● **What the task requires**: If any record holds an image, omit the image and print the rest exactly.

Saved data entries:
..........
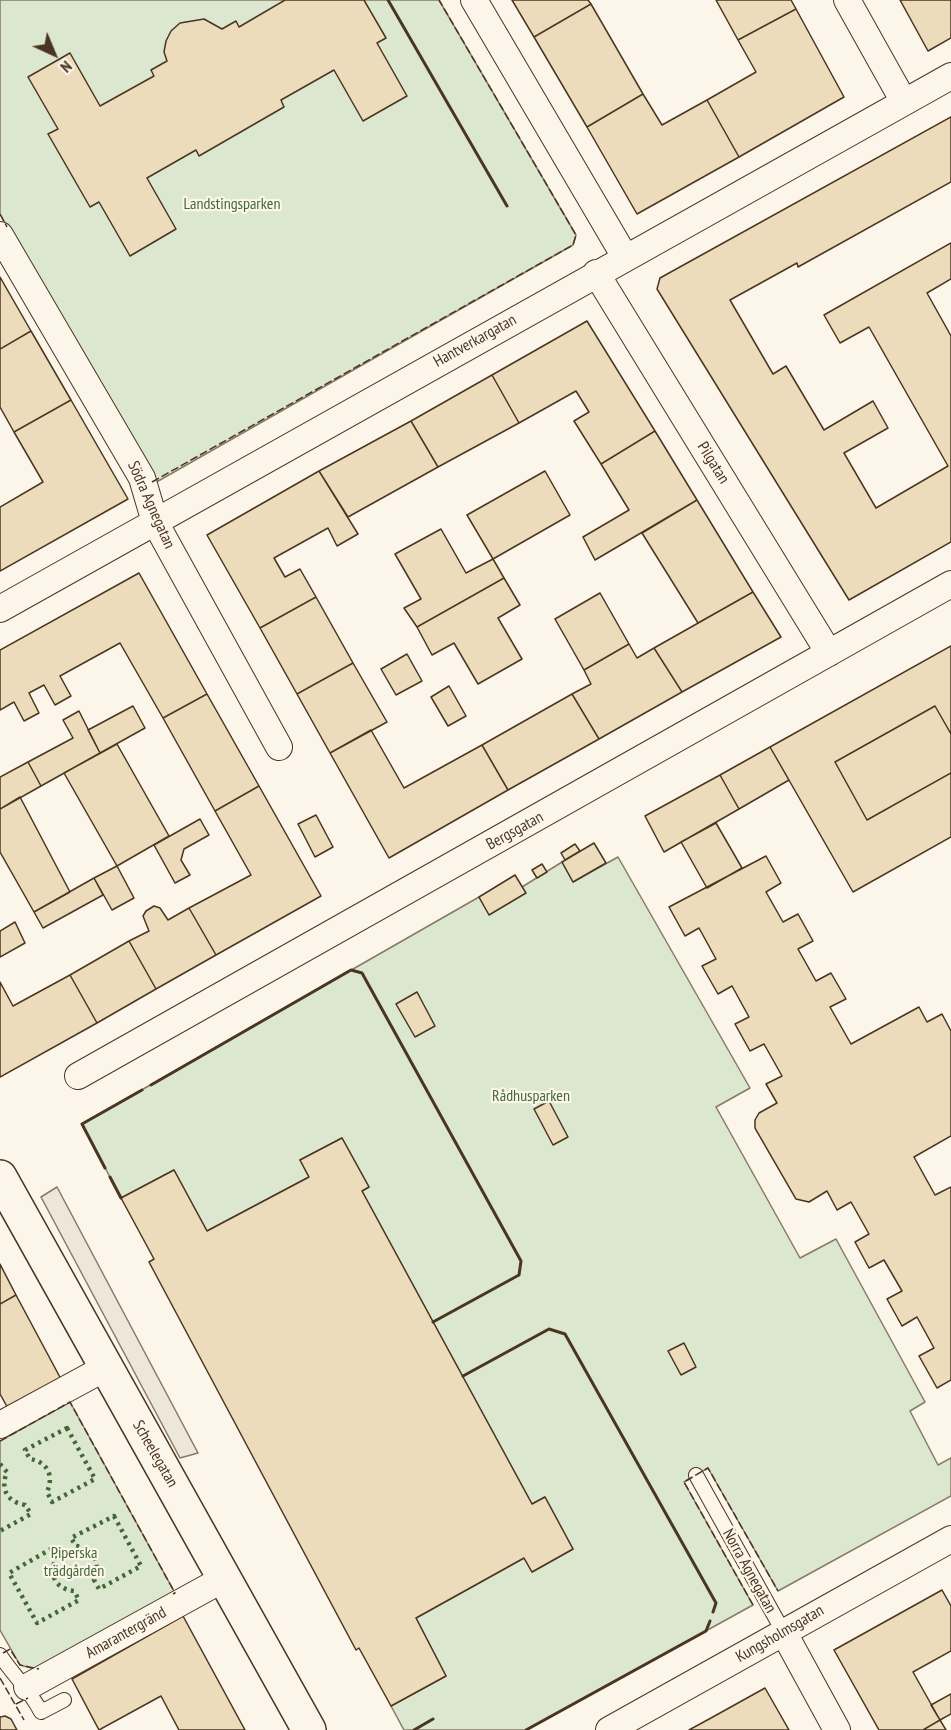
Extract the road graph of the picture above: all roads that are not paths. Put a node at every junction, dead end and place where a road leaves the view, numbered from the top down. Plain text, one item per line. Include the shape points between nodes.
1 (474, 0) edge
2 (847, 0) edge
3 (951, 76) edge
4 (904, 102) junction
5 (0, 235) edge
6 (625, 257) junction
7 (596, 273) junction
8 (155, 522) junction
9 (951, 584) edge
10 (0, 609) edge
11 (830, 653) junction
12 (279, 747) dead end
13 (78, 1076) dead end
14 (0, 1177) edge
15 (105, 1368) junction
16 (0, 1425) edge
17 (696, 1475) dead end
18 (951, 1539) edge
19 (225, 1578) junction
20 (784, 1634) junction
21 (0, 1655) edge
22 (27, 1688) junction
23 (64, 1700) dead end
24 (309, 1730) edge
25 (609, 1730) edge
26 (837, 1730) edge

1 - 6 street
2 - 4 street
3 - 4 street, Hantverkargatan
4 - 6 street, Hantverkargatan
5 - 8 street, Södra Agnegatan via 142,478
6 - 7 street, Hantverkargatan
7 - 8 street, Hantverkargatan
7 - 11 street, Pilgatan
8 - 10 street, Hantverkargatan
8 - 12 street, Södra Agnegatan
9 - 11 street, Bergsgatan
11 - 13 street, Bergsgatan
14 - 15 street, Scheelegatan
15 - 16 street
15 - 19 street, Scheelegatan
17 - 20 lane, Norra Agnegatan
18 - 20 street, Kungsholmsgatan
19 - 22 street, Amarantergränd
19 - 24 street, Scheelegatan
20 - 25 street, Kungsholmsgatan
20 - 26 street, Norra Agnegatan
21 - 22 lane via 17,1681
22 - 23 lane via 41,1712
..........
● **Finished exercise**:
Extract the road graph of the picture above: all roads that are not paths. Put a node at every junction, dead end and place where a road leaves the view, numbered from the top down. Plain text, one item per line. Include the shape points between nodes.
1 (474, 0) edge
2 (847, 0) edge
3 (951, 76) edge
4 (904, 102) junction
5 (0, 235) edge
6 (625, 257) junction
7 (596, 273) junction
8 (155, 522) junction
9 (951, 584) edge
10 (0, 609) edge
11 (830, 653) junction
12 (279, 747) dead end
13 (78, 1076) dead end
14 (0, 1177) edge
15 (105, 1368) junction
16 (0, 1425) edge
17 (696, 1475) dead end
18 (951, 1539) edge
19 (225, 1578) junction
20 (784, 1634) junction
21 (0, 1655) edge
22 (27, 1688) junction
23 (64, 1700) dead end
24 (309, 1730) edge
25 (609, 1730) edge
26 (837, 1730) edge

1 - 6 street
2 - 4 street
3 - 4 street, Hantverkargatan
4 - 6 street, Hantverkargatan
5 - 8 street, Södra Agnegatan via 142,478
6 - 7 street, Hantverkargatan
7 - 8 street, Hantverkargatan
7 - 11 street, Pilgatan
8 - 10 street, Hantverkargatan
8 - 12 street, Södra Agnegatan
9 - 11 street, Bergsgatan
11 - 13 street, Bergsgatan
14 - 15 street, Scheelegatan
15 - 16 street
15 - 19 street, Scheelegatan
17 - 20 lane, Norra Agnegatan
18 - 20 street, Kungsholmsgatan
19 - 22 street, Amarantergränd
19 - 24 street, Scheelegatan
20 - 25 street, Kungsholmsgatan
20 - 26 street, Norra Agnegatan
21 - 22 lane via 17,1681
22 - 23 lane via 41,1712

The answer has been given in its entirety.